The effect of that refusal was that the appellants were
not able to run the trial and closed their case without leading
evidence,
allowing the respondents an opportunity to seek the
dismissal of the action, with costs. The learned magistrate granted
that order,
and it is against that order that this appeal lies.
Factual
background leading to the dismissal of the appellants’ claim
[7]
The events of 4 July 2022 and the court
below’s attitude to them must be placed in their proper factual
and procedural context.
[8]
In the leadup to a judicial pre-trial
conference, which was held on 29 June 2022, the appellants’
attorneys tried, without
success, to engage with the respondents’
attorneys about convening a pre-trial conference and dealing with the
issues that
should be canvassed at such a conference.
[9]
At
the pre-trial conference the matter was certified as ready for trial
at the appellants’ instance. However, either at the
pre-trial
or later the same day, the respondents' attorneys indicated their
intention to amend the respondents' plea on the basis
that the bare
denials were "not sustainable".
[2]
The respondents tendered to pay the wasted costs of any adjournment.
[10]
Given what they saw as the probability
that the matter would be adjourned to permit the respondents to
effect amendments to their
plea, and being reluctant to incur the
costs of flying down their legal representatives and witnesses from
Johannesburg if the
trial was not going to run, the appellants agreed
to the adjournment.
[11]
The appellants’ attorneys
attempted to deliver a Notice of Removal on Friday 1 July 2022, but
the clerk of the court refused
to accept it and indicated that
adjournments were sparingly granted by the court after a matter had
been certified as ready for
trial.
[12]
The appellants’ attorneys notified
the respondents’ attorneys about this and received the
following reply:

Dear
Madam…Historically the Courts do not intervene in a consent
order.

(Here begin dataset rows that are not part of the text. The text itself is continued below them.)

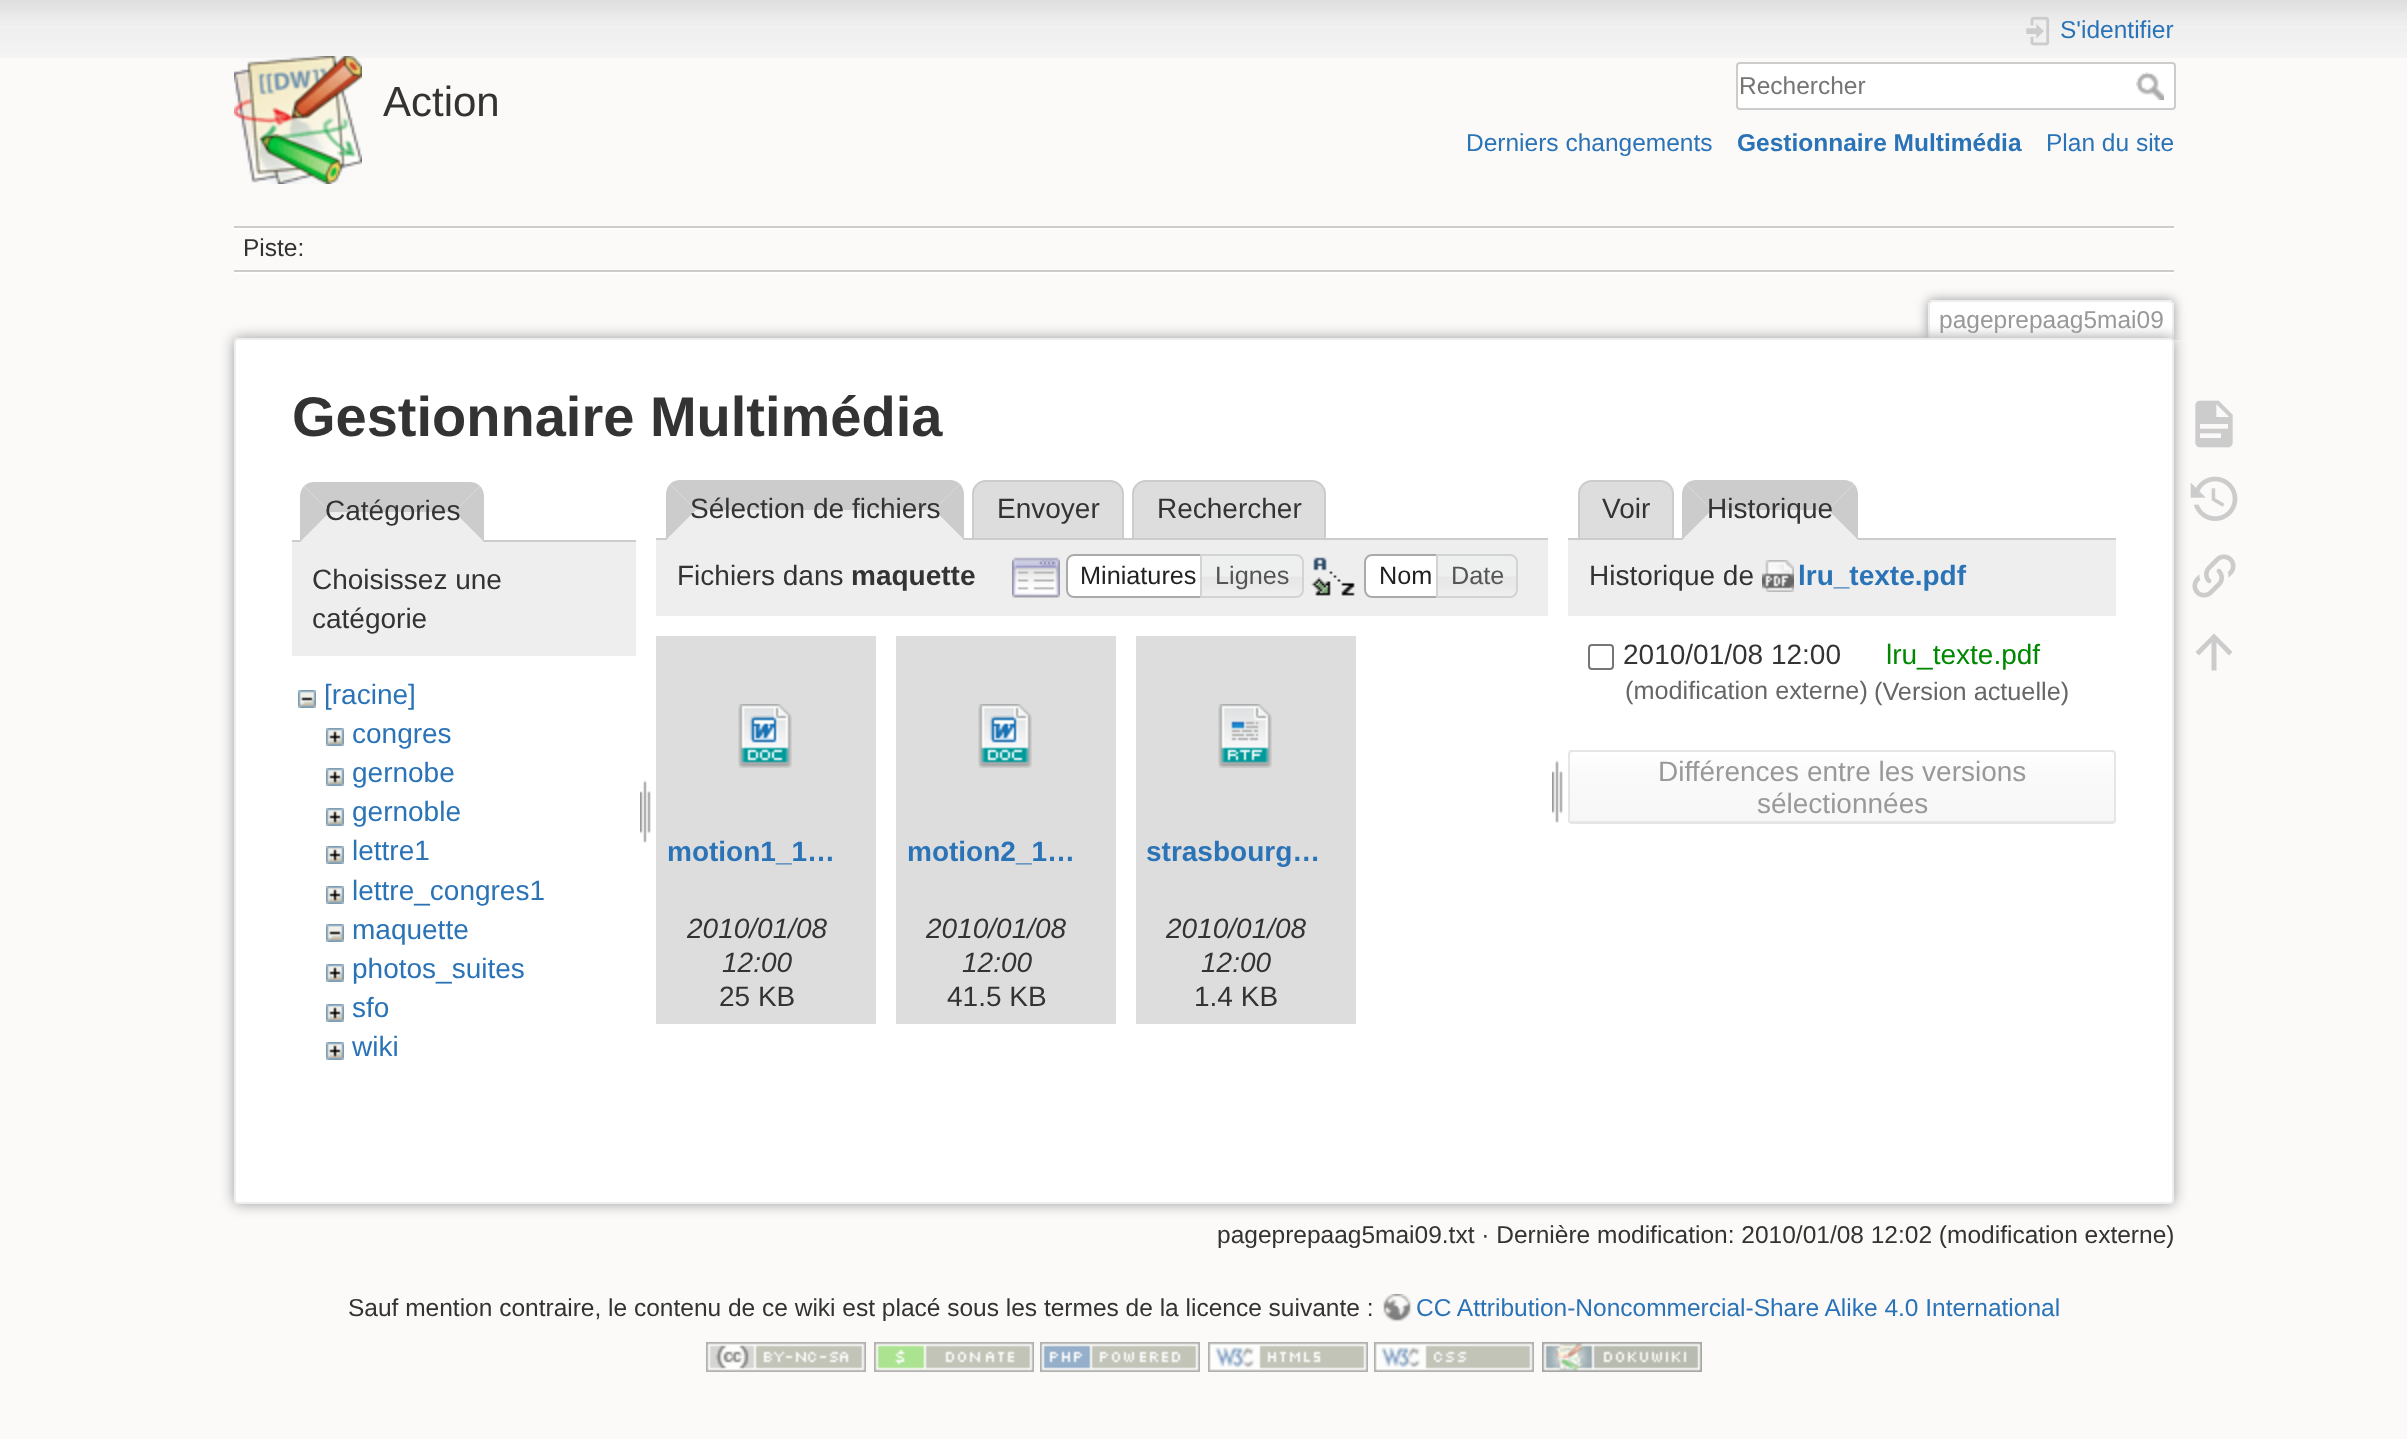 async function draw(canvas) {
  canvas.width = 2407;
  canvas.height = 1439;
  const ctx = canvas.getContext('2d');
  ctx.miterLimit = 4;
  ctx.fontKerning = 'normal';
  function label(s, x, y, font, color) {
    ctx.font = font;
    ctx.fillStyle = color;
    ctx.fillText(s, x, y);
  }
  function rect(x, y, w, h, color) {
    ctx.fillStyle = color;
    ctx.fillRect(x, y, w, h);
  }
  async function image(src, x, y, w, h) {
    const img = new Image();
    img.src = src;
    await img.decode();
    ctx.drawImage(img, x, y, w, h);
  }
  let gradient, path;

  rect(0, 0, 2407, 1439, '#fbfaf9');
  await image('assets/img1.png', 0, 0, 2407, 58);
  await image('assets/img2.png', 234, 56, 128, 128);
  label('Action', 383, 116, '42px Liberation Sans', '#333');
  await image('assets/img3.png', 2026, 16, 24, 30);
  label('S\'identifier', 2060, 38, '24.5px Liberation Sans', '#2b73b7');
  ctx.fillStyle = '#fff';
  ctx.beginPath();
  ctx.roundRect(1737, 63, 438, 46, 3);
  ctx.fill();
  ctx.strokeStyle = '#ccc';
  ctx.lineWidth = 2;
  ctx.stroke();
  label('Rechercher', 1739, 94, '24.5px Liberation Sans', '#757575');
  await image('assets/img4.png', 2136, 72, 28, 28);
  label('Derniers changements', 1466, 151, '24.5px Liberation Sans', '#2b73b7');
  label('Gestionnaire Multimédia', 1737, 151, 'bold 24.5px Liberation Sans', '#2b73b7');
  label('Plan du site', 2046, 151, '24.5px Liberation Sans', '#2b73b7');
  rect(234, 226, 1940, 2, '#ccc');
  rect(234, 272, 1940, 2, '#fff');
  rect(234, 228, 1940, 2, '#fff');
  rect(234, 270, 1940, 2, '#ccc');
  label('Piste:', 243, 256, '24.5px Liberation Sans', '#333');
  ctx.save();
  ctx.beginPath();
  ctx.rect(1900, 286, 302, 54);
  ctx.clip();
  ctx.fillStyle = '#999';
  ctx.filter = 'blur(6px)';
  ctx.beginPath();
  ctx.roundRect(1928, 300, 246, 40, 4);
  ctx.fill();
  ctx.filter = 'none';
  ctx.restore();
  ctx.fillStyle = '#fff';
  ctx.beginPath();
  ctx.roundRect(1930, 302, 242, 38, [2, 2, 0, 0]);
  ctx.fill();
  rect(1930, 300, 242, 2, '#eee');
  rect(2172, 302, 2, 38, '#eee');
  rect(1928, 302, 2, 38, '#eee');
  label('pageprepaag5mai09', 1939, 328, '24.5px Liberation Sans', '#999');
  ctx.filter = 'blur(7px)';
  ctx.beginPath();
  ctx.roundRect(234, 338, 1940, 866, 4);
  ctx.fill();
  ctx.filter = 'none';
  ctx.fillStyle = '#fff';
  ctx.beginPath();
  ctx.roundRect(235, 339, 1938, 864, 3);
  ctx.fill();
  ctx.strokeStyle = '#eee';
  ctx.stroke();
  label('Gestionnaire Multimédia', 292, 436, 'bold 56px Liberation Sans', '#333');
  ctx.fillStyle = '#ccc';
  path = new Path2D('M314 482H470C474 482 478 484 480 486L454 512H330L304 486C306 484 310 482 314 482Z');
  ctx.fill(path);
  rect(292, 540, 344, 2, '#ccc');
  path = new Path2D('M480 486L454 512L484 542V496C484 492 482 488 480 486Z');
  ctx.fill(path);
  ctx.fillStyle = '#eee';
  path = new Path2D('M484 542L454 512H330L300 542Z');
  ctx.fill(path);
  ctx.fillStyle = '#ccc';
  path = new Path2D('M300 542V496C300 492 302 488 304 486L330 512Z');
  ctx.fill(path);
  label('Catégories', 325, 520, '28px Liberation Sans', '#333');
  rect(292, 542, 344, 114, '#eee');
  label('Choisissez une', 312, 589, '28px Liberation Sans', '#333');
  label('catégorie', 312, 628, '28px Liberation Sans', '#333');
  await image('assets/img5.png', 298, 690, 18, 18);
  label('[racine]', 324, 704, '28px Liberation Sans', '#2b73b7');
  await image('assets/img6.png', 326, 728, 18, 18);
  label('congres', 352, 743, '28px Liberation Sans', '#2b73b7');
  await image('assets/img6.png', 326, 768, 18, 18);
  label('gernobe', 352, 782, '28px Liberation Sans', '#2b73b7');
  await image('assets/img6.png', 326, 808, 18, 18);
  label('gernoble', 352, 821, '28px Liberation Sans', '#2b73b7');
  await image('assets/img6.png', 326, 846, 18, 18);
  label('lettre1', 352, 860, '28px Liberation Sans', '#2b73b7');
  await image('assets/img6.png', 326, 886, 18, 18);
  label('lettre_congres1', 352, 900, '28px Liberation Sans', '#2b73b7');
  await image('assets/img5.png', 326, 924, 18, 18);
  label('maquette', 352, 939, '28px Liberation Sans', '#2b73b7');
  await image('assets/img6.png', 326, 964, 18, 18);
  label('photos_suites', 352, 978, '28px Liberation Sans', '#2b73b7');
  await image('assets/img6.png', 326, 1004, 18, 18);
  label('sfo', 352, 1017, '28px Liberation Sans', '#2b73b7');
  await image('assets/img6.png', 326, 1042, 18, 18);
  label('wiki', 352, 1056, '28px Liberation Sans', '#2b73b7');
  await image('assets/img7.png', 640, 780, 11, 63);
  ctx.fillStyle = '#ccc';
  path = new Path2D('M680 480H950C954 480 958 482 960 484L934 510H696L670 484C672 482 676 480 680 480Z');
  ctx.fill(path);
  ctx.fillStyle = '#ddd';
  ctx.beginPath();
  ctx.roundRect(973, 481, 150, 58, [13, 13, 0, 0]);
  ctx.fill();
  ctx.strokeStyle = '#ccc';
  ctx.stroke();
  ctx.beginPath();
  ctx.roundRect(1133, 481, 192, 58, [13, 13, 0, 0]);
  ctx.fill();
  ctx.stroke();
  rect(656, 538, 892, 2, '#ccc');
  path = new Path2D('M960 484L934 510L964 540V494C964 490 962 486 960 484Z');
  ctx.fill(path);
  ctx.fillStyle = '#eee';
  path = new Path2D('M964 540L934 510H696L666 540Z');
  ctx.fill(path);
  ctx.fillStyle = '#ccc';
  path = new Path2D('M666 540V494C666 490 668 486 670 484L696 510Z');
  ctx.fill(path);
  label('Sélection de fichiers', 690, 518, '28px Liberation Sans', '#333');
  label('Envoyer', 997, 518, '28px Liberation Sans', '#333');
  label('Rechercher', 1157, 518, '28px Liberation Sans', '#333');
  rect(656, 540, 892, 76, '#eee');
  label('Fichiers dans', 677, 585, '28px Liberation Sans', '#333');
  label('maquette', 851, 585, 'bold 28px Liberation Sans', '#333');
  await image('assets/img8.png', 1012, 557, 48, 41);
  ctx.fillStyle = '#fff';
  ctx.beginPath();
  ctx.roundRect(1066, 554, 144, 44, [8, 0, 0, 8]);
  ctx.fill();
  await image('assets/img9.png', 1066, 554, 6, 44);
  ctx.beginPath();
  ctx.roundRect(1067, 555, 142, 42, [7, 0, 0, 7]);
  ctx.strokeStyle = '#aaa';
  ctx.stroke();
  label('Miniatures', 1080, 584, '25.25px Liberation Sans', '#212121');
  await image('assets/img10.png', 1202, 554, 102, 44);
  ctx.beginPath();
  ctx.roundRect(1201, 555, 102, 42, [0, 7, 7, 0]);
  ctx.strokeStyle = '#d3d3d3';
  ctx.stroke();
  label('Lignes', 1215, 584, '25.25px Liberation Sans', '#555');
  await image('assets/img11.png', 1311, 557, 44, 39);
  ctx.fillStyle = '#fff';
  ctx.beginPath();
  ctx.roundRect(1364, 554, 82, 44, [8, 0, 0, 8]);
  ctx.fill();
  await image('assets/img9.png', 1364, 554, 6, 44);
  ctx.beginPath();
  ctx.roundRect(1365, 555, 80, 42, [7, 0, 0, 7]);
  ctx.strokeStyle = '#aaa';
  ctx.stroke();
  label('Nom', 1379, 584, '25.25px Liberation Sans', '#212121');
  await image('assets/img12.png', 1438, 554, 80, 44);
  ctx.beginPath();
  ctx.roundRect(1437, 555, 80, 42, [0, 7, 7, 0]);
  ctx.strokeStyle = '#d3d3d3';
  ctx.stroke();
  label('Date', 1451, 584, '25.25px Liberation Sans', '#555');
  await image('assets/img7.png', 1552, 760, 11, 63);
  rect(656, 636, 220, 388, '#ddd');
  await image('assets/img13.png', 738, 704, 54, 64);
  label('motion1_1…', 667, 861, 'bold 28px Liberation Sans', '#2b73b7');
  label('2010/01/08', 687, 938, 'italic 28px Liberation Sans', '#333');
  label('12:00', 722, 972, 'italic 28px Liberation Sans', '#333');
  label('25 KB', 719, 1006, '28px Liberation Sans', '#333');
  rect(896, 636, 220, 388, '#ddd');
  await image('assets/img13.png', 978, 704, 54, 64);
  label('motion2_1…', 907, 861, 'bold 28px Liberation Sans', '#2b73b7');
  label('2010/01/08', 926, 938, 'italic 28px Liberation Sans', '#333');
  label('12:00', 962, 972, 'italic 28px Liberation Sans', '#333');
  label('41.5 KB', 947, 1006, '28px Liberation Sans', '#333');
  rect(1136, 636, 220, 388, '#ddd');
  await image('assets/img14.png', 1218, 704, 54, 64);
  label('strasbourg…', 1146, 861, 'bold 28px Liberation Sans', '#2b73b7');
  label('2010/01/08', 1166, 938, 'italic 28px Liberation Sans', '#333');
  label('12:00', 1201, 972, 'italic 28px Liberation Sans', '#333');
  label('1.4 KB', 1194, 1006, '28px Liberation Sans', '#333');
  ctx.fillStyle = '#ddd';
  ctx.beginPath();
  ctx.roundRect(1579, 481, 94, 58, [13, 13, 0, 0]);
  ctx.fill();
  ctx.strokeStyle = '#ccc';
  ctx.stroke();
  label('Voir', 1602, 518, '28px Liberation Sans', '#333');
  ctx.fillStyle = '#ccc';
  path = new Path2D('M1696 480H1844C1848 480 1852 482 1854 484L1828 510H1712L1686 484C1688 482 1692 480 1696 480Z');
  ctx.fill(path);
  rect(1568, 538, 548, 2, '#ccc');
  path = new Path2D('M1854 484L1828 510L1858 540V494C1858 490 1856 486 1854 484Z');
  ctx.fill(path);
  ctx.fillStyle = '#eee';
  path = new Path2D('M1858 540L1828 510H1712L1682 540Z');
  ctx.fill(path);
  ctx.fillStyle = '#ccc';
  path = new Path2D('M1682 540V494C1682 490 1684 486 1686 484L1712 510Z');
  ctx.fill(path);
  label('Historique', 1707, 518, '28px Liberation Sans', '#333');
  rect(1568, 540, 548, 76, '#eee');
  label('Historique de', 1589, 585, '28px Liberation Sans', '#333');
  await image('assets/img15.png', 1762, 560, 32, 32);
  label('lru_texte.pdf', 1798, 585, 'bold 28px Liberation Sans', '#2b73b7');
  ctx.beginPath();
  ctx.roundRect(1589, 645, 24, 24, 3);
  ctx.strokeStyle = '#767676';
  ctx.stroke();
  label('2010/01/08 12:00', 1623, 664, '28px Liberation Sans', '#333');
  label('lru_texte.pdf', 1886, 664, '28px Liberation Sans', '#080');
  label('(modification externe)', 1625, 699, '25.25px Liberation Sans', '#666');
  label('(Version actuelle)', 1874, 700, '25.25px Liberation Sans', '#666');
  ctx.save();
  ctx.beginPath();
  ctx.roundRect(1568, 750, 548, 74, 4);
  ctx.clip();
  gradient = ctx.createLinearGradient(1842, 752, 1842, 822);
  gradient.addColorStop(0, '#fff');
  gradient.addColorStop(0.3, '#fafafa');
  gradient.addColorStop(0.99, '#f7f7f7');
  gradient.addColorStop(0.99, '#e6e6e6');
  ctx.fillStyle = gradient;
  ctx.fillRect(1568, 752, 548, 70);
  ctx.restore();
  ctx.beginPath();
  ctx.roundRect(1569, 751, 546, 72, 3);
  ctx.strokeStyle = '#e6e6e6';
  ctx.stroke();
  label('Différences entre les versions', 1658, 781, '28px Liberation Sans', '#999');
  label('sélectionnées', 1757, 813, '28px Liberation Sans', '#999');
  label('pageprepaag5mai09.txt · Dernière modification: 2010/01/08 12:02 (modification externe)', 1217, 1243, '24.5px Liberation Sans', '#333');
  await image('assets/img16.png', 2195, 400, 38, 48);
  await image('assets/img17.png', 2190, 476, 48, 45);
  await image('assets/img18.png', 2192, 554, 44, 44);
  ctx.fillStyle = '#ccc';
  path = new Path2D('M2216.5 670.5H2211.5V642.5L2199 655.5L2195.5 652L2214 633.5L2232.5 652L2229 655.5L2216.5 642.5Z');
  ctx.fill(path);
  label('Sauf mention contraire, le contenu de ce wiki est placé sous les termes de la licence suivante :', 348, 1316, '24.5px Liberation Sans', '#333');
  await image('assets/img19.png', 1383, 1294, 29, 28);
  label('CC Attribution-Noncommercial-Share Alike 4.0 International', 1416, 1316, '24.5px Liberation Sans', '#2b73b7');
  await image('assets/img20.png', 706, 1342, 160, 30);
  await image('assets/img21.png', 874, 1342, 160, 30);
  await image('assets/img22.png', 1040, 1342, 160, 30);
  await image('assets/img23.png', 1208, 1342, 160, 30);
  await image('assets/img24.png', 1374, 1342, 160, 30);
  await image('assets/img25.png', 1542, 1342, 160, 30);
}

draw(document.querySelector('canvas'));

We are persuaded that the trial will be adjourned
as we intend
amending our client’s plea’.
[3]
[13]
Both parties then appeared before the
court below on 4 July 2022, with the appellants represented by local
counsel who had been
briefed to attend to the adjournment, and who
was not briefed to run the trial. Both parties assumed that the
matter would be adjourned
with the respondents being directed to pay
the costs, because of their agreement in this regard.
[14]
The
court below saw things somewhat differently - a view in line with the
provisions of Rule 31 of the Magistrate's Court Rules.
[4]
I will return to this presently.
[15]
When the court below refused to grant an
adjournment by consent, it called upon the respondents' attorney to
then make application
for such adjournment.
[16]
During
that application, the respondents’ attorney referred to an
email sent by the appellants' attorneys on 30 June 2021,
[5]
calling upon the second and third respondents to deliver the notice
of intention to amend their plea within ten days.
[17]
The respondents’ attorney stated
that she thought that she had come on record for the respondents
"around 2020"
and "the plea was already done then, but
when my colleague raised it at the pre-trial, we were alerted to the
fact that the
plea was not a substantial plea".
[18]
In answer to a question from the learned
magistrate, the respondents’ attorney confirmed that she
accepted instructions in
the matter when there were already "papers
in place" and that she had advised the respondents to amend the
plea when
she came on record, but that they were not in a financial
position to give those instructions.
[19]
The appellants' counsel pointed out to
the court, and correctly so, that this was not correct, and that the
respondents’ attorney
had not only been on record for the
respondents since 2018 but had signed the plea in the first place.
[20]
Understandably, the court did not
appreciate being misled, and the absence of a cogent explanation
about why the plea still had
not been amended by the end of June
2022, no doubt influenced the court to refuse the respondents'
application to adjourn.
[21]
In argument before us, the respondents’
attorney submitted that the appellants' counsel had opposed her
application for an
adjournment which was one of the reasons why she
then “was instructed” to oppose the appellants’
application
which they were compelled to bring.
[22]
This too is incorrect. The record makes
clear that the appellants' counsel submitted to the learned
magistrate that she could not
"in good conscience argue against
the adjournment". All that she did was point out inconsistencies
in the respondents’
attorney's submissions that, on the face of
it, appeared calculated to create a misleading impression of the
history of the matter.
[23]
The court below refused the respondents'
application and delivered a detailed
ex
tempore
judgment. After that, the
learned magistrate made clear that the matter would not be adjourned,
which led the appellants' counsel
to ask that the matter stand down
so that she could obtain instructions, ahead of a fresh application
for adjournment, this time
at the instance of the appellants.
[24]
I have set out this chronology in
detail, given the view that I take of the subsequent conduct of the
respondents' attorneys in
ultimately arguing that the appellants'
claim should be dismissed with costs.
[25]
In argument before us, the respondents’
attorney stated that during the brief stand down, she obtained
instructions from her
clients to oppose the appellants' application
for an adjournment.
[26]
The respondents’ attorney made the
submission in her own defence and to demonstrate that she did no more
than act on instructions.
[27]
This cannot be so. Firstly, there was no
cause for the appellants' application to be opposed because their
counsel had done the
same to the respondents. This did not happen.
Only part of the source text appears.